Posted by Ben Beckendorf on

Artwork by BeckendorfAbout the first thing visitors from other parts of Texas notice in East Texas is the trees. The tall pines and beautiful hardwoods represent every variety native to this latitude. Nowhere in Texas is the Fall display so spectacular as here in East Texas. The hardwoods in the northern part of East Texas change first, usually in late October, then with each new cold front the "color change" moves south sometimes lasting until Christmas. Up on the East coast they are called Leaf Peepers, and in East Texas they are called Woods Watchers. They are the folks who go somewhere every Fall to see the color change of the deciduous trees (you know-the ones that shed their leaves for Winter). What few of them know, however, is that those autumn colors have been there all year. They were just covered up by the green chlorophyll that you used to hear about in commercials. These green cells manufacture food to sustain the tree during the growing season, but Fall signals them to go away and what's left are all those reds, yellows, and bronzes.
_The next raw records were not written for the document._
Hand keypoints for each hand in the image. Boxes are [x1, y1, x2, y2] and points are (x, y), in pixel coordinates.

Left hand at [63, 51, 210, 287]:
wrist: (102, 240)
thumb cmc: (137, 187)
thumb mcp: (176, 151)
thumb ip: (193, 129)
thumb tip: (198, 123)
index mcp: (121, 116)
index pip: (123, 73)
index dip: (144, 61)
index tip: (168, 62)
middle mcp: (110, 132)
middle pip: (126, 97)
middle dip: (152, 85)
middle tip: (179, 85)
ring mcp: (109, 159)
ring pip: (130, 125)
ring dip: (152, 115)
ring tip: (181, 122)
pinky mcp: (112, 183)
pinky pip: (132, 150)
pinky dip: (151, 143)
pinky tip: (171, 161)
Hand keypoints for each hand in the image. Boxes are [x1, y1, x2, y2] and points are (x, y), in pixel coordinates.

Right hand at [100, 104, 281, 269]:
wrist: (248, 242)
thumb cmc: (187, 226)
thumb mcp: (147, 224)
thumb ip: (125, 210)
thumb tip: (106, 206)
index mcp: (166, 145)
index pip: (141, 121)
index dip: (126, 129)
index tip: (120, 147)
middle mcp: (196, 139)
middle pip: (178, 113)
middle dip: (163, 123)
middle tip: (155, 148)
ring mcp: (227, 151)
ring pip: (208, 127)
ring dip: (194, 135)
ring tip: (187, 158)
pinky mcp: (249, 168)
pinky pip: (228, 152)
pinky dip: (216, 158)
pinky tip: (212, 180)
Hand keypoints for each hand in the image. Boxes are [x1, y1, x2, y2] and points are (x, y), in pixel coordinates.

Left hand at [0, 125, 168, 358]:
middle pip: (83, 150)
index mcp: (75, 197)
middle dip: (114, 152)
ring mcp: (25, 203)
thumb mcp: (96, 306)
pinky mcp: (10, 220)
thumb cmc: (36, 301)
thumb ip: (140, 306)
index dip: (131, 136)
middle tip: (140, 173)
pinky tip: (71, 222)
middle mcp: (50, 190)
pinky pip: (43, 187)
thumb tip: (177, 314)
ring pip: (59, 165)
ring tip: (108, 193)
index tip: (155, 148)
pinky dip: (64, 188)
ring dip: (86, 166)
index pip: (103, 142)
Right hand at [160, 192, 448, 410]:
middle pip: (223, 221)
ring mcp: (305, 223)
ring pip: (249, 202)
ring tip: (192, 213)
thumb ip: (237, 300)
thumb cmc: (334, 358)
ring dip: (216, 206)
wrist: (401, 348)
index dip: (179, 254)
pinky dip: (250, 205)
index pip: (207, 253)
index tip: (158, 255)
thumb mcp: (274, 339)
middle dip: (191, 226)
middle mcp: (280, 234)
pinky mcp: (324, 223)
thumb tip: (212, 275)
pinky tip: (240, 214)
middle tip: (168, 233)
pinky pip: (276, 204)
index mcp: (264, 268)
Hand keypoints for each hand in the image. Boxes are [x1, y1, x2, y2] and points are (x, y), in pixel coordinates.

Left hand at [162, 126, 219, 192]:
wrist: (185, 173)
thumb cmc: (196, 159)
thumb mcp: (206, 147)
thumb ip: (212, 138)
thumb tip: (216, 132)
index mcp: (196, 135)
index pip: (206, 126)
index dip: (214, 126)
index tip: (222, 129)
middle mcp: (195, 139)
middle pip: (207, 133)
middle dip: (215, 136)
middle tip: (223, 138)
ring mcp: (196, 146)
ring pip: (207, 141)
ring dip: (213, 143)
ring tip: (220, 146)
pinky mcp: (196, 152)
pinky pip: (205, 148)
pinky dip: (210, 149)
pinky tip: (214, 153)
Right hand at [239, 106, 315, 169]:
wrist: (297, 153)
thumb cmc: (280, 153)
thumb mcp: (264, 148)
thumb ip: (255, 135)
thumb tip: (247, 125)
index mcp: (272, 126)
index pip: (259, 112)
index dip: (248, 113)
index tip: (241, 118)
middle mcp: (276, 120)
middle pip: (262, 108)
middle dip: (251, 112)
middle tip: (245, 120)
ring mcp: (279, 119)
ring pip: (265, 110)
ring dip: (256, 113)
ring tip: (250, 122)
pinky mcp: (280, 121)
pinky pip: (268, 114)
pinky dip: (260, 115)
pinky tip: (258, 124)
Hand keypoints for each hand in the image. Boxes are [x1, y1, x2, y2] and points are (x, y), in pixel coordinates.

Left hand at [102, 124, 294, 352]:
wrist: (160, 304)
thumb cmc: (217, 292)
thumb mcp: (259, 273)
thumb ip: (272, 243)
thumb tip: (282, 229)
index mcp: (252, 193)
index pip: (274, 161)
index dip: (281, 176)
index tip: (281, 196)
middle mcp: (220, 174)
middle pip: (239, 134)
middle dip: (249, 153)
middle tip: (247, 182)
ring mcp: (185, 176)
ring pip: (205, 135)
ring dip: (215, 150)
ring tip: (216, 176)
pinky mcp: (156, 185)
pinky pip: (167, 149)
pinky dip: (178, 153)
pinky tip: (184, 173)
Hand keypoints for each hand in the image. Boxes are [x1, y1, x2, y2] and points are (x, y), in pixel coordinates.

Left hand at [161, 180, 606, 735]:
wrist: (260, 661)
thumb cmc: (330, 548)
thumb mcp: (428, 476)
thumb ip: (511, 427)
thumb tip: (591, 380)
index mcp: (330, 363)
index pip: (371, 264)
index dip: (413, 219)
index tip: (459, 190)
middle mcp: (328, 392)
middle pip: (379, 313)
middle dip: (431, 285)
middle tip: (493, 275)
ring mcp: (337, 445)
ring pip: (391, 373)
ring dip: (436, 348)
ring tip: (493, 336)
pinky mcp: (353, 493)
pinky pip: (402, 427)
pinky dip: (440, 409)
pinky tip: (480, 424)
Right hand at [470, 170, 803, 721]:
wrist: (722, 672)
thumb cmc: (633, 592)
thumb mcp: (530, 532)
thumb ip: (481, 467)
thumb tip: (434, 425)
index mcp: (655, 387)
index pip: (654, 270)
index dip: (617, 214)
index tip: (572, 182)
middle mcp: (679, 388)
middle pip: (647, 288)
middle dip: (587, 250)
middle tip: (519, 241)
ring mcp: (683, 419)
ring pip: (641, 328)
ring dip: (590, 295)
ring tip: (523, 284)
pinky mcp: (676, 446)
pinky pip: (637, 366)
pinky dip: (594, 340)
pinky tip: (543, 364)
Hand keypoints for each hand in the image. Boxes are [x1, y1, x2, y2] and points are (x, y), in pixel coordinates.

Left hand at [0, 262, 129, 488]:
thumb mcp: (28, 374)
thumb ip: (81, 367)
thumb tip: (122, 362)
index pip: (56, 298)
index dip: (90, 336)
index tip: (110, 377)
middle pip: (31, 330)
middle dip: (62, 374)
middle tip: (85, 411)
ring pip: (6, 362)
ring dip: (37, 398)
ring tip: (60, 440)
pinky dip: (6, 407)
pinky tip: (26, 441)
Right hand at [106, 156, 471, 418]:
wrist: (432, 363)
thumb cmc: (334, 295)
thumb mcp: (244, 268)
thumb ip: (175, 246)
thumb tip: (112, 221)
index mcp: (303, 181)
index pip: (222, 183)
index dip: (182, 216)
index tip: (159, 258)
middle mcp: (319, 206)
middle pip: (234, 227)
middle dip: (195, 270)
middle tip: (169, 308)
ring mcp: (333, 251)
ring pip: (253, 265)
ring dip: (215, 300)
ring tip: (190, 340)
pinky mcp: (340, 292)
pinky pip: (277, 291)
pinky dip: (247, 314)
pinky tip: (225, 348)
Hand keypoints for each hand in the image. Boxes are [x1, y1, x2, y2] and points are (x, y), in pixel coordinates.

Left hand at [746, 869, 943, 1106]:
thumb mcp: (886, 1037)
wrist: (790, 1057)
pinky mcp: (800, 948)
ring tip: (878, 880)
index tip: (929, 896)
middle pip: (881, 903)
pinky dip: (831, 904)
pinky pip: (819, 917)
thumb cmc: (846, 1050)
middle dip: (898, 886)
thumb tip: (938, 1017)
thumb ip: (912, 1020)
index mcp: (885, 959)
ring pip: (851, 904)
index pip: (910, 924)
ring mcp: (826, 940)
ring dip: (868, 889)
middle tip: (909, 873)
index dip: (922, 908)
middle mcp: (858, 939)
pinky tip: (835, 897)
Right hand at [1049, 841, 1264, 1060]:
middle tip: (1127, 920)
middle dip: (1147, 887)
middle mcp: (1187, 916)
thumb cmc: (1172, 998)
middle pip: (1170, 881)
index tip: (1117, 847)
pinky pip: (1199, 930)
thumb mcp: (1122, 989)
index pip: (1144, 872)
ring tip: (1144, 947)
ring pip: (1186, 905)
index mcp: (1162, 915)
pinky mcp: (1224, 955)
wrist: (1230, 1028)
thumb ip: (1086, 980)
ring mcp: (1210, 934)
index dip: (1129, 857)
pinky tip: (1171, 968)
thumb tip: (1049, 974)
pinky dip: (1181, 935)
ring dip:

Weather also effects the colors. A succession of brilliant sunny days packs the leaves with pigments for more intense colors when the green does go away. Alongside the structures of early East Texas settlers are sites of ancient Indian cultures. Tribes of Caddo Indians hunted in these forests and cleared patches for their farms. They gathered hickory nuts, Walnuts, and chinguapins in baskets and held Thanksgiving celebrations in the Fall. Later the Caddos traded corn, nuts, deerskins, and venison to the early settlers for beef and pork.